* **Required action**
Copy out the complete listing, word for word.
+-------+
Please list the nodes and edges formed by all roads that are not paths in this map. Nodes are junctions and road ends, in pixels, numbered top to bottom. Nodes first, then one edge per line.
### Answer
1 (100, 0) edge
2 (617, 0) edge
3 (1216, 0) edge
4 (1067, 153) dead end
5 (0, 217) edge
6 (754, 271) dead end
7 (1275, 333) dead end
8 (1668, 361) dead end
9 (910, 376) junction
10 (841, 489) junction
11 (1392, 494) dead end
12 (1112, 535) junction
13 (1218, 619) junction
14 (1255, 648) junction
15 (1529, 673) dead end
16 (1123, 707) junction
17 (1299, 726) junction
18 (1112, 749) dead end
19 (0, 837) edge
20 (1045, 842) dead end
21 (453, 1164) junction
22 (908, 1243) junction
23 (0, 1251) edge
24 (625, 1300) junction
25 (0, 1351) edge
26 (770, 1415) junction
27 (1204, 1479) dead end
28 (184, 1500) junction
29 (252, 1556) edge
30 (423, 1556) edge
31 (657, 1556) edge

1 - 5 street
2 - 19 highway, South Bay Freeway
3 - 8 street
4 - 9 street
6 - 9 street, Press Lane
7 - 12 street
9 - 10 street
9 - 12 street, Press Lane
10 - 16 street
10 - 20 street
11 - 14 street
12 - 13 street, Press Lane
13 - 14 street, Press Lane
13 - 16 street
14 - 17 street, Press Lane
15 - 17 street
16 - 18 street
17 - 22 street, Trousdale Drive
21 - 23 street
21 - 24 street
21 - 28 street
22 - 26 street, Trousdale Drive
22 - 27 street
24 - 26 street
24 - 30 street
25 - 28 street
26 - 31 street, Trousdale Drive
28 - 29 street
+-------+
* **Final answer**
Please list the nodes and edges formed by all roads that are not paths in this map. Nodes are junctions and road ends, in pixels, numbered top to bottom. Nodes first, then one edge per line.
### Answer
1 (100, 0) edge
2 (617, 0) edge
3 (1216, 0) edge
4 (1067, 153) dead end
5 (0, 217) edge
6 (754, 271) dead end
7 (1275, 333) dead end
8 (1668, 361) dead end
9 (910, 376) junction
10 (841, 489) junction
11 (1392, 494) dead end
12 (1112, 535) junction
13 (1218, 619) junction
14 (1255, 648) junction
15 (1529, 673) dead end
16 (1123, 707) junction
17 (1299, 726) junction
18 (1112, 749) dead end
19 (0, 837) edge
20 (1045, 842) dead end
21 (453, 1164) junction
22 (908, 1243) junction
23 (0, 1251) edge
24 (625, 1300) junction
25 (0, 1351) edge
26 (770, 1415) junction
27 (1204, 1479) dead end
28 (184, 1500) junction
29 (252, 1556) edge
30 (423, 1556) edge
31 (657, 1556) edge

1 - 5 street
2 - 19 highway, South Bay Freeway
3 - 8 street
4 - 9 street
6 - 9 street, Press Lane
7 - 12 street
9 - 10 street
9 - 12 street, Press Lane
10 - 16 street
10 - 20 street
11 - 14 street
12 - 13 street, Press Lane
13 - 14 street, Press Lane
13 - 16 street
14 - 17 street, Press Lane
15 - 17 street
16 - 18 street
17 - 22 street, Trousdale Drive
21 - 23 street
21 - 24 street
21 - 28 street
22 - 26 street, Trousdale Drive
22 - 27 street
24 - 26 street
24 - 30 street
25 - 28 street
26 - 31 street, Trousdale Drive
28 - 29 street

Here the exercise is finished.